Wednesday, 23 October 2013

Capital Economics (Part 3)

Money is the root of all evil, so the saying goes. Though I don’t use the word ‘evil’ myself due to its superstitious associations, the saying does have a ring to it and conveys a useful message about capital-ism in this country today.
Whether it’s the overblown share of the economy held by casino bankers and acolyte ‘services’, the foreign money poured in by speculators to London property, the corporate profits funnelled through tax havens, the spurious loans at exorbitant rates from foreign branches to make profits look less here, the all-too-real loans at exorbitant rates extorted by usurers from desperate people, the rise of the pawnbroker and the unredeemed and sickening excesses of profligate executive pay, the bonus culture, the evisceration of industry and jobs in pursuit of profit, tax cuts for the rich and penury for the poor, the cartelisation of utilities, the privatisation of profits and the nationalisation of debt, the flogging off of the last of the national silver at knock down prices, and so it goes on.

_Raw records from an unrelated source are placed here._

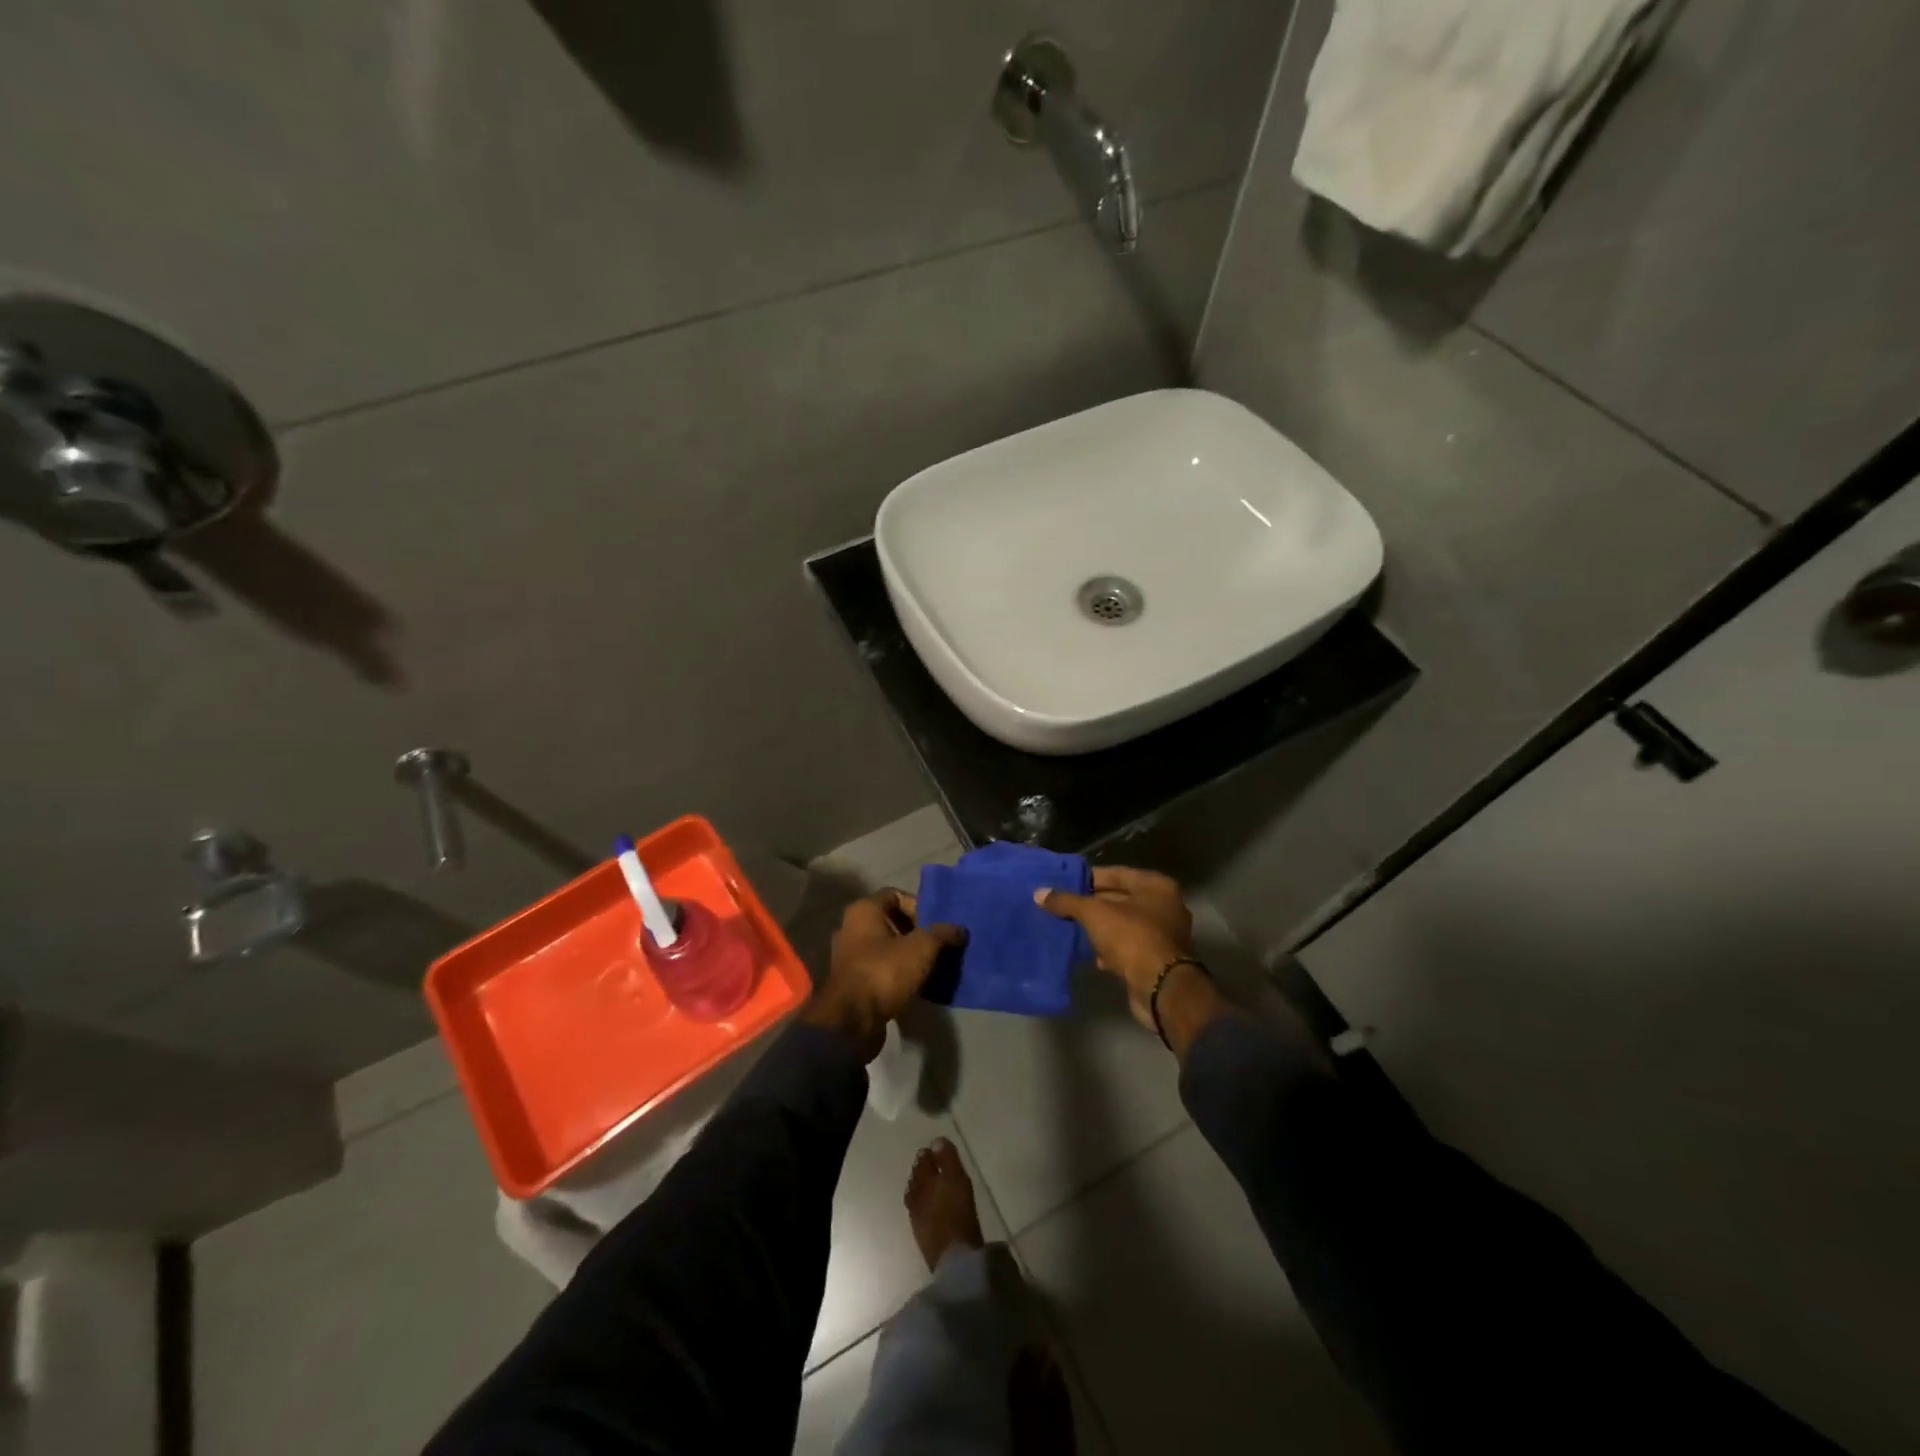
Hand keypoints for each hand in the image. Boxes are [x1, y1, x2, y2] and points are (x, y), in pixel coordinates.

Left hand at [802, 890, 964, 1060]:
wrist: (851, 1021)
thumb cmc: (884, 972)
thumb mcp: (921, 948)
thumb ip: (942, 933)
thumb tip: (959, 929)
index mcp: (864, 910)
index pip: (896, 895)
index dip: (920, 906)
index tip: (938, 925)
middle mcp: (852, 927)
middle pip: (893, 922)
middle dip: (918, 932)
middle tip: (941, 945)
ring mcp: (850, 956)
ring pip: (888, 947)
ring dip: (910, 955)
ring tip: (934, 965)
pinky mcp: (854, 982)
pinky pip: (882, 969)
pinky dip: (899, 974)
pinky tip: (919, 984)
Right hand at [1034, 866, 1196, 1032]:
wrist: (1158, 988)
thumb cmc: (1131, 938)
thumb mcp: (1094, 914)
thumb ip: (1067, 901)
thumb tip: (1039, 893)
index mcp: (1156, 886)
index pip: (1117, 873)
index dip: (1090, 877)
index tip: (1066, 883)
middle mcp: (1166, 906)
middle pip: (1121, 899)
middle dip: (1093, 903)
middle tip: (1065, 905)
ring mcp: (1164, 934)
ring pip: (1125, 924)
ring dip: (1101, 927)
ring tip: (1072, 928)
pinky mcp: (1159, 960)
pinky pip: (1129, 946)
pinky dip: (1111, 948)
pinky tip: (1092, 954)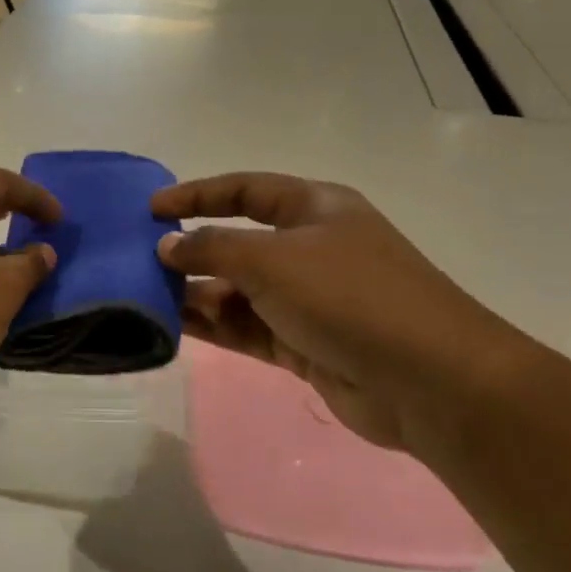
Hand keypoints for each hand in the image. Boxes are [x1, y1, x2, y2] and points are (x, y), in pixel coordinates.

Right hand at [152, 173, 533, 461]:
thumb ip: (211, 249)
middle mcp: (311, 249)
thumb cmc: (349, 296)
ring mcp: (309, 300)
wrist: (429, 381)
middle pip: (238, 243)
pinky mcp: (305, 344)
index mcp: (314, 209)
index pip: (245, 190)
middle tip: (140, 264)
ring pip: (239, 291)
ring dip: (197, 294)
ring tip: (147, 300)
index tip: (150, 208)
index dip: (196, 195)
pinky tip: (176, 328)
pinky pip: (248, 328)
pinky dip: (215, 327)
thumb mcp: (272, 259)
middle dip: (192, 252)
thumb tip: (166, 247)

You’ll get my drift, and you can add many further examples no doubt. All of this permitted, protected, encouraged or implemented by the government in the capital.
And I’d also like to single out the lure of lucre that has pulled so many talented young people, faced with the threat of debt, away from useful careers such as in real engineering into crash and burn financial engineering.
With the export of jobs and the abandonment of real apprenticeships we have lost so many skills at a workshop level and we seem also to have lost not only the ability but also the desire to do big engineering for ourselves. So without a care for consistency the government brings in foreign publicly owned companies at breathtaking prices to build, manage and finance nuclear power stations. The French and the Chinese will be laughing all the way to their own banks having secured a huge base price and incredible index linking for 35 years!
And the mayor of the capital saw nothing ironic in the proposal by a Chinese group to reconstruct the Crystal Palace, the original of which showed to all the world the power and scale of our industry and engineering in an age when these things were valued.
Oh, but aren’t I forgetting about HS2? Certainly I’d like to forget vanity projects with incredible projections when the colossal sums involved (one of the few credible projections) could be invested in really productive transport and industrial projects. Still at least the government won’t have to invest public money in the Co-operative bank now that it will be falling into the no doubt benign and ethical control of American hedge funds.
So what’s good about capital-ism in this country today? Good question! Answers on-line please (whoops, forgot about the tax dodging).